Comb the records below for the string "Monastir" and copy each line where it turns up.

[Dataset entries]
————————

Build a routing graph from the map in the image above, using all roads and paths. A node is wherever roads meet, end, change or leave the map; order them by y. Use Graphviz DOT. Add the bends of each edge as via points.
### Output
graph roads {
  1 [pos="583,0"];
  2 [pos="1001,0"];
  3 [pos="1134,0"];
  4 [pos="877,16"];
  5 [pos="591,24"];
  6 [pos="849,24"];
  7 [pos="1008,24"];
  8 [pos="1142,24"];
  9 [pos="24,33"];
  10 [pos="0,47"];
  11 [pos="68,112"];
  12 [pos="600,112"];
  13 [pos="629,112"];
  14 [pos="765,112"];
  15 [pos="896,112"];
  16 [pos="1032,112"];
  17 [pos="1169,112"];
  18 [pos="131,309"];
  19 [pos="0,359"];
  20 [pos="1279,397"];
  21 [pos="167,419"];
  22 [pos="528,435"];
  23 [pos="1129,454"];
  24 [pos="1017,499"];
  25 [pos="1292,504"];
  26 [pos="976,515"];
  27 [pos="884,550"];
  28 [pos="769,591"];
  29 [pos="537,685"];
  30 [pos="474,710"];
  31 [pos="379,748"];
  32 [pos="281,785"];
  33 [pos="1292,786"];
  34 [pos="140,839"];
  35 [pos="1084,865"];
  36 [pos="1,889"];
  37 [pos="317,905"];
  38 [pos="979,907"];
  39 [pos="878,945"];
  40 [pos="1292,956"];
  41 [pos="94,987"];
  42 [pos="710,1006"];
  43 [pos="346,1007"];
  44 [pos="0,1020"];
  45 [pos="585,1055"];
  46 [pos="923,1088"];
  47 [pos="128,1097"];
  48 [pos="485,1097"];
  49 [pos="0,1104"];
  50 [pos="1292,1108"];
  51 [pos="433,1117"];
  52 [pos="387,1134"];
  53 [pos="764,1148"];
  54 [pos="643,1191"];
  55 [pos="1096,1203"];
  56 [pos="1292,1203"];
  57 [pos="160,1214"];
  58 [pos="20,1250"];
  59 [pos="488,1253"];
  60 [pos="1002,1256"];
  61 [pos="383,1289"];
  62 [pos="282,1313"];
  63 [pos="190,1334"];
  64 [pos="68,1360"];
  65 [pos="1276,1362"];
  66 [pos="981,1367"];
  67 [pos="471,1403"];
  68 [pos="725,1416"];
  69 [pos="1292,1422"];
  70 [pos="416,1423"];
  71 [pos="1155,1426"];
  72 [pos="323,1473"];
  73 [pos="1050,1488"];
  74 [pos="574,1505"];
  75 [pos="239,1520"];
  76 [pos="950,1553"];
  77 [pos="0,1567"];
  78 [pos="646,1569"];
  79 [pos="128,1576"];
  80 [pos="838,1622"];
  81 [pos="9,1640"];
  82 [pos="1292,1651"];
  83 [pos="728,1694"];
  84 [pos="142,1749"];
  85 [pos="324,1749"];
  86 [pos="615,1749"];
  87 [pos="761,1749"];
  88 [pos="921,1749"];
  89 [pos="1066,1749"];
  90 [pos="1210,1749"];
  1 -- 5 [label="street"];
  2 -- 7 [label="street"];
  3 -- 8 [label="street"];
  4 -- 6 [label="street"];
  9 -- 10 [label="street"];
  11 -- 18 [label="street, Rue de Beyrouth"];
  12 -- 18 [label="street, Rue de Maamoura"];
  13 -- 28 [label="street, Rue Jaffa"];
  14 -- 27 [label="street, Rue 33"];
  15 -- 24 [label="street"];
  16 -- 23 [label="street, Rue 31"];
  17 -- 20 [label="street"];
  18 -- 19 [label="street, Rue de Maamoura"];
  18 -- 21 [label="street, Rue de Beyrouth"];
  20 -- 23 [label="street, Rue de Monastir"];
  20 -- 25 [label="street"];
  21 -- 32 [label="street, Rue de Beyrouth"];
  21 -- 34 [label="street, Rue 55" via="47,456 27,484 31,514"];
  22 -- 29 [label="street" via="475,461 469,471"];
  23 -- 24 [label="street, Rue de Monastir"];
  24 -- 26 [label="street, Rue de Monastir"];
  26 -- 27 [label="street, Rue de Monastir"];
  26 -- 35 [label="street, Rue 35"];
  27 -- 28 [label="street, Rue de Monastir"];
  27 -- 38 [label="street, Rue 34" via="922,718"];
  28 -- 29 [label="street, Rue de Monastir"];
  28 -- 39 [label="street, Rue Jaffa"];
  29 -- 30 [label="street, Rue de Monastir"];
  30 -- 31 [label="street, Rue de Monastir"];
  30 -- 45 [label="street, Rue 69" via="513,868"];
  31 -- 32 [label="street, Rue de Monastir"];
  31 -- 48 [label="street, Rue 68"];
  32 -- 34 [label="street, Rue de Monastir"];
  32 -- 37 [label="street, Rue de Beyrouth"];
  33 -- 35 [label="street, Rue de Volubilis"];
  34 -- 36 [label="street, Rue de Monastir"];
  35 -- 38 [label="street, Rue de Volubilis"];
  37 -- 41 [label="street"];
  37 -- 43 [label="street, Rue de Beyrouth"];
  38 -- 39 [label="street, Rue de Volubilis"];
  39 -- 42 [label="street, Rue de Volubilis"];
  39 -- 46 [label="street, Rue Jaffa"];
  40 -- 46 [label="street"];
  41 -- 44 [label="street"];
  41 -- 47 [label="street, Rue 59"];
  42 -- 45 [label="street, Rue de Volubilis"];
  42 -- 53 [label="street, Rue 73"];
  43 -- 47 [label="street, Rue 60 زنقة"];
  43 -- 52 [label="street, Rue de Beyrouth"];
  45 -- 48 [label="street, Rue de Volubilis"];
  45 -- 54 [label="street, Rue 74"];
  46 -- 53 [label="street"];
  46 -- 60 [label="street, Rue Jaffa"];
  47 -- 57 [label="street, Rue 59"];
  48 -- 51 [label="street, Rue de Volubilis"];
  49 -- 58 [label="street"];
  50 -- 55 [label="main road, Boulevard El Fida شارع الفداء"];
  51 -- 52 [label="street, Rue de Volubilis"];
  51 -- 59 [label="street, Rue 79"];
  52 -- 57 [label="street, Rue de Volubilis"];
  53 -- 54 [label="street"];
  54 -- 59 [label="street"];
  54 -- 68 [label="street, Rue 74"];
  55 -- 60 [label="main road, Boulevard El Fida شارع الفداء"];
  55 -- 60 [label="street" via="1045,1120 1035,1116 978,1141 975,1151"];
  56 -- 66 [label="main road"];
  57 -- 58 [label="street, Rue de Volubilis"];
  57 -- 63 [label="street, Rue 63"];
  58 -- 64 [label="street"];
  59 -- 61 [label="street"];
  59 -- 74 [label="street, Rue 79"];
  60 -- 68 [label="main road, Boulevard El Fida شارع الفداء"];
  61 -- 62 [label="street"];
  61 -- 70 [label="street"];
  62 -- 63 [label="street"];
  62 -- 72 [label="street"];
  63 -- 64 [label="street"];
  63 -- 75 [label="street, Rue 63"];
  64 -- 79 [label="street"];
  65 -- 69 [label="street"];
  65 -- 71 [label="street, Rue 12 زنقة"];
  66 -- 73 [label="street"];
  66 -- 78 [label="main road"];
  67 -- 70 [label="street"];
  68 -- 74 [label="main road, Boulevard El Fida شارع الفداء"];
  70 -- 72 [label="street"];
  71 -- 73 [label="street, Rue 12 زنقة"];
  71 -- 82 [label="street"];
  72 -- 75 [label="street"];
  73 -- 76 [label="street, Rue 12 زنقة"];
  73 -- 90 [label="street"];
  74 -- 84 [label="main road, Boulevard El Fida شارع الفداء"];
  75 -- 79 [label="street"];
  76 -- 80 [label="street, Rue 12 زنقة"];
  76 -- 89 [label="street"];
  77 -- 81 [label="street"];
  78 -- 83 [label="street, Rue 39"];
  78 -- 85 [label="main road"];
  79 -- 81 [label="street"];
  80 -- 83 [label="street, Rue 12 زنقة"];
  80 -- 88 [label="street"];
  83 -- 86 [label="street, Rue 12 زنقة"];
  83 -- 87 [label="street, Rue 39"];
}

————————

* **Problem solution**:
  20 -- 23 [label="street, Rue de Monastir"];
  23 -- 24 [label="street, Rue de Monastir"];
  24 -- 26 [label="street, Rue de Monastir"];
  26 -- 27 [label="street, Rue de Monastir"];
  27 -- 28 [label="street, Rue de Monastir"];
  28 -- 29 [label="street, Rue de Monastir"];
  29 -- 30 [label="street, Rue de Monastir"];
  30 -- 31 [label="street, Rue de Monastir"];
  31 -- 32 [label="street, Rue de Monastir"];
  32 -- 34 [label="street, Rue de Monastir"];
  34 -- 36 [label="street, Rue de Monastir"];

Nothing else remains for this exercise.